My top 10 Jewish stories of 2017

Wonder Woman Gal Gadot, anti-Semitic outbreaks, and the death of Otto Warmbier were among the top Jewish stories this year.

Clockwise from top left: Israeli Prime Minister Benjamin Netanyahu, Holocaust survivor Yisrael Kristal, President Trump declaring Jerusalem the capital of Israel, and Gal Gadot, a former Israeli soldier, as the heroine in the hit film “Wonder Woman.”

(RNS) — For the past 26 years, I have been cataloging the most important stories of the year. As a rabbi, I’m particularly interested in stories that impact the world Jewish community. Here are my top 10 Jewish news stories in 2017 in reverse order:

10. Notable deaths

2017 saw the deaths of Edith (“Edie”) Windsor, the lead plaintiff in the Supreme Court case that helped legalize same-sex marriages; Holocaust survivor Yisrael Kristal, who at his death at age 113 was the world’s oldest man; Otto Warmbier, an Ohio college student who died shortly after his return to the U.S. from a North Korean prison; Jonathan Woocher, an influential scholar and author on Jewish education, and comedian Jerry Lewis.

9. Celebrities on the rise

The sports and entertainment world produced two Jewish stars in 2017. Andy Bregman, the third baseman of the Houston Astros, helped propel his team to its first World Series win. Gal Gadot, a former Israeli soldier, gained global fame as the glamorous and tough heroine in the hit film “Wonder Woman.”
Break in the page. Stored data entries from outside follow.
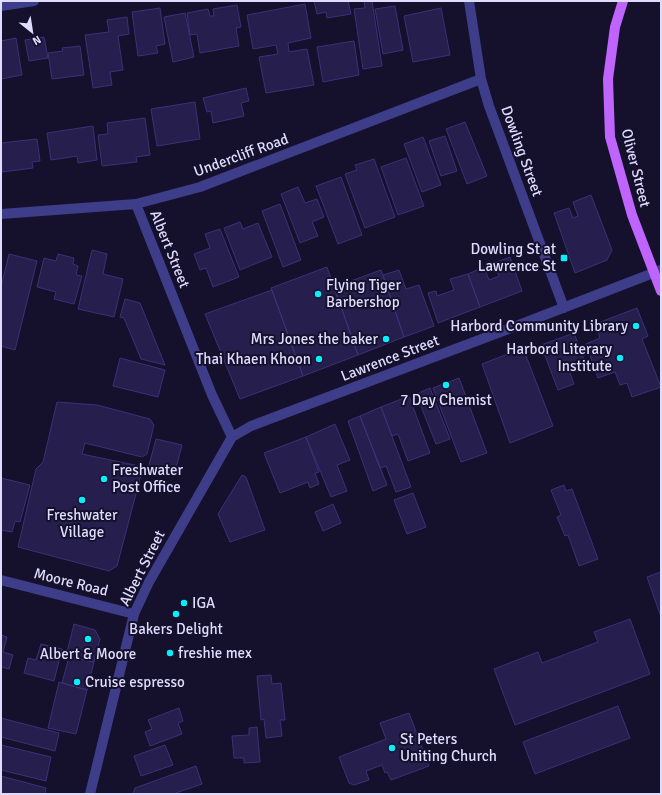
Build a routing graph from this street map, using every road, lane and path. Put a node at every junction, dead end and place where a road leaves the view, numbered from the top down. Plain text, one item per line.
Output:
1 (34, 1) edge
2 (469, 1) edge
3 (623, 1) edge
4 (1, 6) edge
5 (481, 79) junction
6 (136, 204) junction
7 (1, 214) edge
8 (657, 271) edge
9 (661, 291) edge
10 (564, 308) junction
11 (241, 431) joint
12 (232, 438) junction
13 (1, 580) edge
14 (134, 614) junction
15 (90, 794) edge

1 - 4 street
2 - 5 street, Dowling Street
3 - 8 main road, Oliver Street
5 - 6 street, Undercliff Road
5 - 10 street, Dowling Street
6 - 7 street, Undercliff Road
6 - 12 street, Albert Street
8 - 9 main road, Oliver Street
8 - 10 street, Lawrence Street
10 - 11 street, Lawrence Street
11 - 12 street, Albert Street
12 - 14 street, Albert Street
13 - 14 street, Moore Road
14 - 15 street, Albert Street

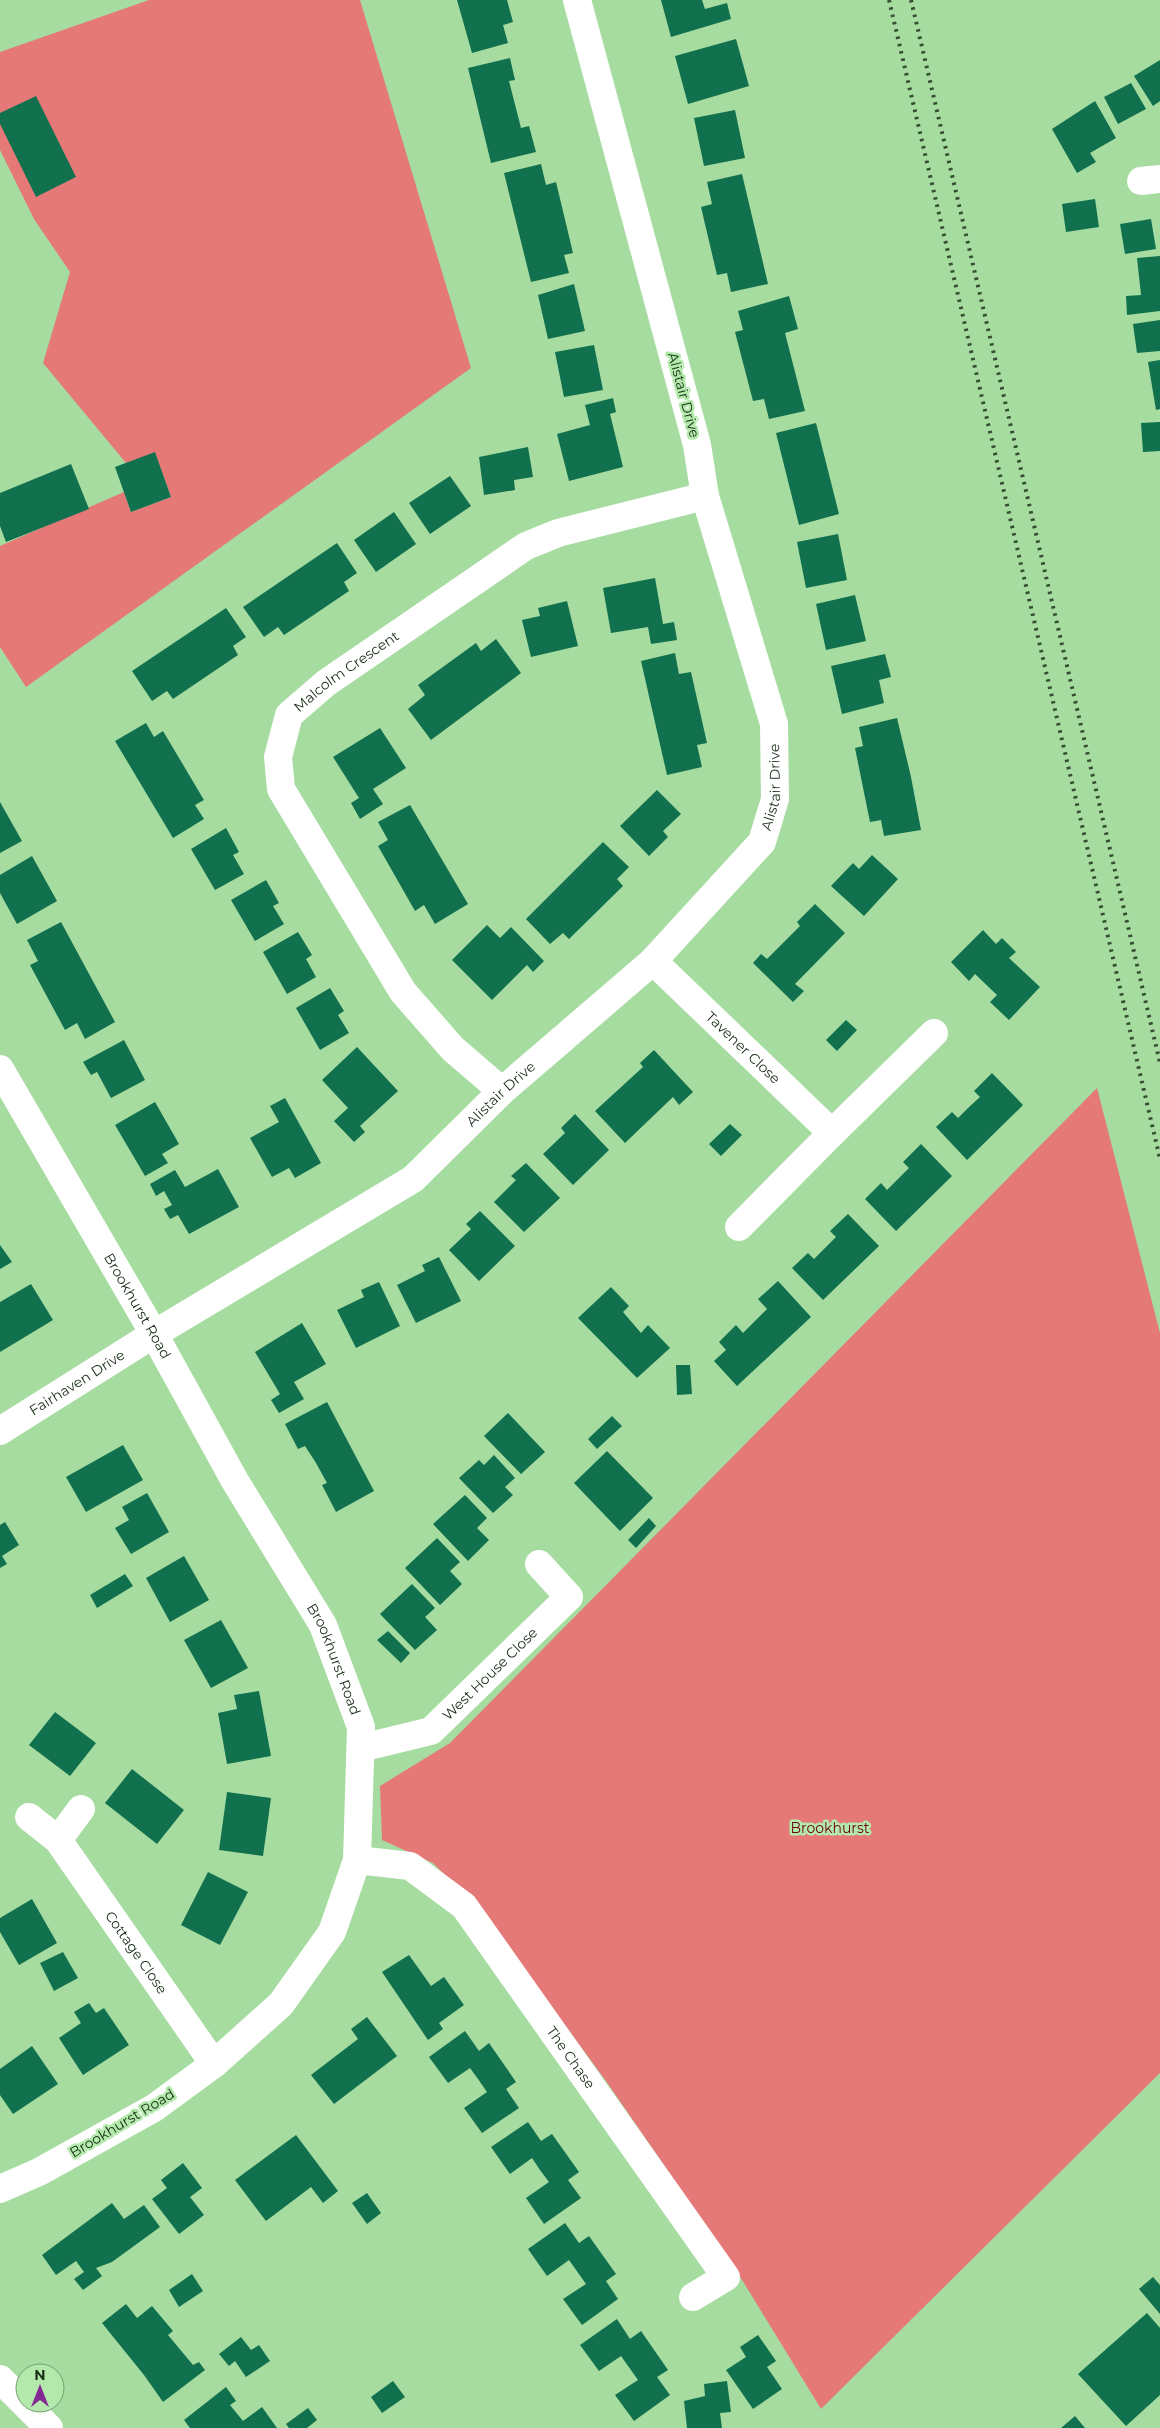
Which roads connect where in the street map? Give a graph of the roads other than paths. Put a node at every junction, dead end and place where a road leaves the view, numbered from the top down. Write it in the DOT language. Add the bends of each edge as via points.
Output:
graph roads {
  1 [pos="577,0"];
  2 [pos="705,496"];
  3 [pos="653,961"];
  4 [pos="934,1033"];
  5 [pos="0,1069"];
  6 [pos="502,1091"];
  7 [pos="832,1133"];
  8 [pos="739,1227"];
  9 [pos="154,1334"];
  10 [pos="0,1431"];
  11 [pos="539,1564"];
  12 [pos="361,1748"];
  13 [pos="81,1809"];
  14 [pos="29,1817"];
  15 [pos="58,1840"];
  16 [pos="357,1860"];
  17 [pos="214,2064"];
  18 [pos="0,2190"];
  19 [pos="693,2297"];
  20 [pos="0,2379"];
  21 [pos="49,2428"];
  1 -- 2 [label="street, Alistair Drive" via="697,444"];
  2 -- 3 [label="street, Alistair Drive" via="774,724 775,799 762,842"];
  2 -- 6 [label="street, Malcolm Crescent" via="558,533 526,546 326,683 289,715 278,757 281,789 403,992 453,1049"];
  3 -- 6 [label="street, Alistair Drive"];
  3 -- 7 [label="street, Tavener Close"];
  4 -- 7 [label="street"];
  5 -- 9 [label="street, Brookhurst Road"];
  6 -- 9 [label="street, Alistair Drive" via="413,1178"];
  7 -- 8 [label="street"];
  9 -- 10 [label="street, Fairhaven Drive"];
  9 -- 12 [label="street, Brookhurst Road" via="236,1481 323,1625 361,1727"];
  11 -- 12 [label="street, West House Close" via="569,1597 431,1731"];
  12 -- 16 [label="street, Brookhurst Road"];
  13 -- 15 [label="street"];
  14 -- 15 [label="street, Cottage Close"];
  15 -- 17 [label="street, Cottage Close"];
  16 -- 17 [label="street, Brookhurst Road" via="332,1932 281,2004"];
  16 -- 19 [label="street, The Chase" via="410,1866 464,1906 726,2278"];
  17 -- 18 [label="street, Brookhurst Road" via="154,2108"];
  20 -- 21 [label="street"];
}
8. German college extends an honor

German-born Rabbi Walter Jacob of Pittsburgh founded the Abraham Geiger College near Berlin in 1999, a post-Holocaust seminary that has ordained a growing number of German-speaking progressive rabbis. This year the school awarded its highest award to the famed Israeli author Amos Oz for his commitment to “openness, courage, tolerance and freedom of thought.”

7. Israel’s world diplomacy

Israel broke out of its previous diplomatic isolation by improving relations on three important fronts: India, the world’s largest democracy, China and a number of African countries. The dangerous regional challenge of a militant Shiite Iran prompted improved relations with Sunni Saudi Arabia and other anti-Iranian Muslim nations.

6. Four historic anniversaries

2017 included four anniversaries ending with the numeral “7”: Theodor Herzl, the founder of modern Zionism, convened the movement’s first Congress in 1897; Great Britain issued the Balfour Declaration in 1917, giving international affirmation to Zionist dreams; the U.N. General Assembly called for the partition of Palestine into a Jewish and an Arab states in 1947; and Israel achieved an extraordinary and far-reaching military victory over several hostile Arab nations during the Six-Day War in 1967.

5. Trump’s mixed feelings

In January, President Trump issued a statement marking International Holocaust Remembrance Day that omitted any explicit reference to Jewish victims of genocide. The omission sparked an intense backlash because of the nebulous presidential reference to “innocent people” killed by Nazism. It was a glaring omission that was in sharp contrast to the Holocaust Day statements issued by former Presidents George W. Bush and Barack Obama. In May, Trump visited Israel and specifically mentioned Jewish victims of the Holocaust.

4. JCC bomb threats

A series of anonymous telephone calls threatened terrorist bombings at more than 100 Jewish Community Centers, schools and other public institutions in the U.S. and Canada. The ominous calls created an acute sense of danger and dread until the two suspects were arrested. One was a 31-year-old former St. Louis journalist and the other a 19-year-old Israeli-American with a history of behavioral issues.

3. Western Wall controversy

Israeli Prime Minister Benjamin Netanyahu came under sharp criticism from leaders of non-Orthodox streams of Judaism, both in Israel and the United States, after he froze a 2016 agreement that provided space for pluralistic prayers at Jerusalem’s Western Wall, Judaism’s holiest site. Violence broke out in November when security guards roughed up representatives of the Union for Reform Judaism when they attempted to pray at the wall.

2. Anti-Semitism outbreaks

The ancient pathology of anti-Semitism — hatred of Jews and Judaism — intensified with severe outbreaks of physical violence in Charlottesville, Va., and in many European cities. The assaults came from both the political right and left as well as from Islamic extremists.

1. Jerusalem recognition

President Trump declared Jerusalem the capital of Israel. His action overturned a long-held U.S. policy position that the permanent status of Jerusalem would be determined in the final negotiating phase of a comprehensive Israeli-Palestinian peace process. In addition, Trump appears determined to move the U.S. Embassy, located in Tel Aviv, to the biblical city of King David.

(Rabbi A. James Rudin is the American Jewish Committee’s senior interreligious adviser. The views expressed in this opinion piece do not necessarily reflect those of Religion News Service.)